## EXTRACTED DATA
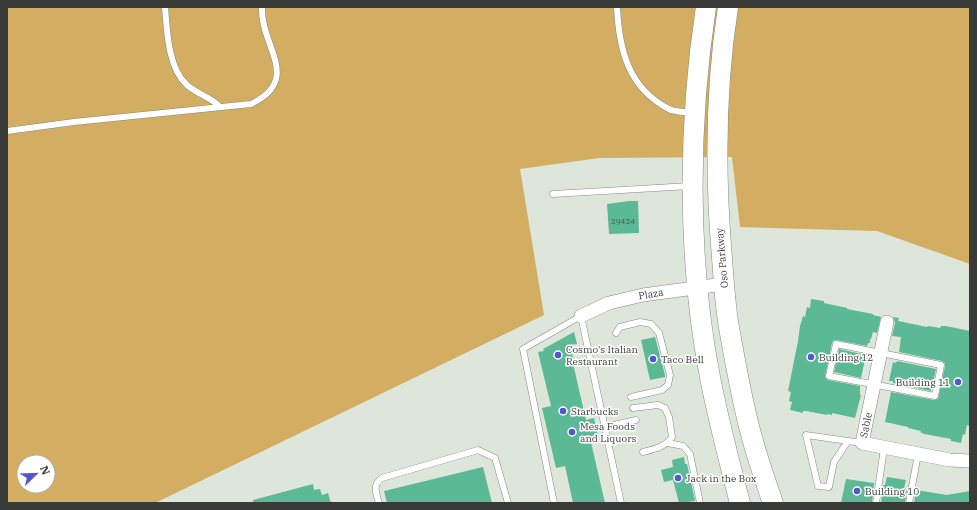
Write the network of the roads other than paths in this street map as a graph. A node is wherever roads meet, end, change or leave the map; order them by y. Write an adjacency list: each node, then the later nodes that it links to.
1 (165, 7): 6 (lane)
2 (262, 7): 6 (lane)
3 (617, 7): 7 (lane)
4 (706, 7): 7 (main road)
5 (728, 7): 11 (main road, Oso Parkway)
6 (220, 107): 8 (lane)
7 (695, 113): 9 (main road)
8 (7, 131)
9 (693, 186): 10 (lane); 12 (main road)
10 (553, 194)
11 (724, 284): 12 (street, Plaza); 35 (main road, Oso Parkway)
12 (697, 288): 13 (street, Plaza); 34 (main road)
13 (581, 316): 21 (lane); 31 (lane)
14 (887, 322): 16 (street, Sable)
15 (616, 334): 18 (lane)
16 (880, 354): 17 (street, Sable); 17 (lane); 17 (lane)
17 (874, 385): 24 (street, Sable)
18 (631, 397)
19 (633, 408): 23 (lane)
20 (636, 420): 21 (lane)
21 (605, 427): 32 (lane)
22 (848, 441): 22 (lane); 24 (lane)
23 (668, 443): 26 (lane); 33 (lane)
24 (862, 443): 25 (street, Sable)
25 (884, 448): 27 (street, Sable); 36 (lane)
26 (643, 452)
27 (918, 454): 28 (street, Sable); 37 (lane)
28 (970, 461)
29 (379, 503): 30 (lane)
30 (508, 503)
31 (554, 503)
32 (621, 503)
33 (700, 503)
34 (740, 503)
35 (772, 503)
36 (876, 503)
37 (909, 503)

## WORK REQUEST
Set down the records precisely as they appear. Any picture stays out.

## SOLUTION TO THIS TASK
Write the network of the roads other than paths in this street map as a graph. A node is wherever roads meet, end, change or leave the map; order them by y. Write an adjacency list: each node, then the later nodes that it links to.
1 (165, 7): 6 (lane)
2 (262, 7): 6 (lane)
3 (617, 7): 7 (lane)
4 (706, 7): 7 (main road)
5 (728, 7): 11 (main road, Oso Parkway)
6 (220, 107): 8 (lane)
7 (695, 113): 9 (main road)
8 (7, 131)
9 (693, 186): 10 (lane); 12 (main road)
10 (553, 194)
11 (724, 284): 12 (street, Plaza); 35 (main road, Oso Parkway)
12 (697, 288): 13 (street, Plaza); 34 (main road)
13 (581, 316): 21 (lane); 31 (lane)
14 (887, 322): 16 (street, Sable)
15 (616, 334): 18 (lane)
16 (880, 354): 17 (street, Sable); 17 (lane); 17 (lane)
17 (874, 385): 24 (street, Sable)
18 (631, 397)
19 (633, 408): 23 (lane)
20 (636, 420): 21 (lane)
21 (605, 427): 32 (lane)
22 (848, 441): 22 (lane); 24 (lane)
23 (668, 443): 26 (lane); 33 (lane)
24 (862, 443): 25 (street, Sable)
25 (884, 448): 27 (street, Sable); 36 (lane)
26 (643, 452)
27 (918, 454): 28 (street, Sable); 37 (lane)
28 (970, 461)
29 (379, 503): 30 (lane)
30 (508, 503)
31 (554, 503)
32 (621, 503)
33 (700, 503)
34 (740, 503)
35 (772, 503)
36 (876, 503)
37 (909, 503)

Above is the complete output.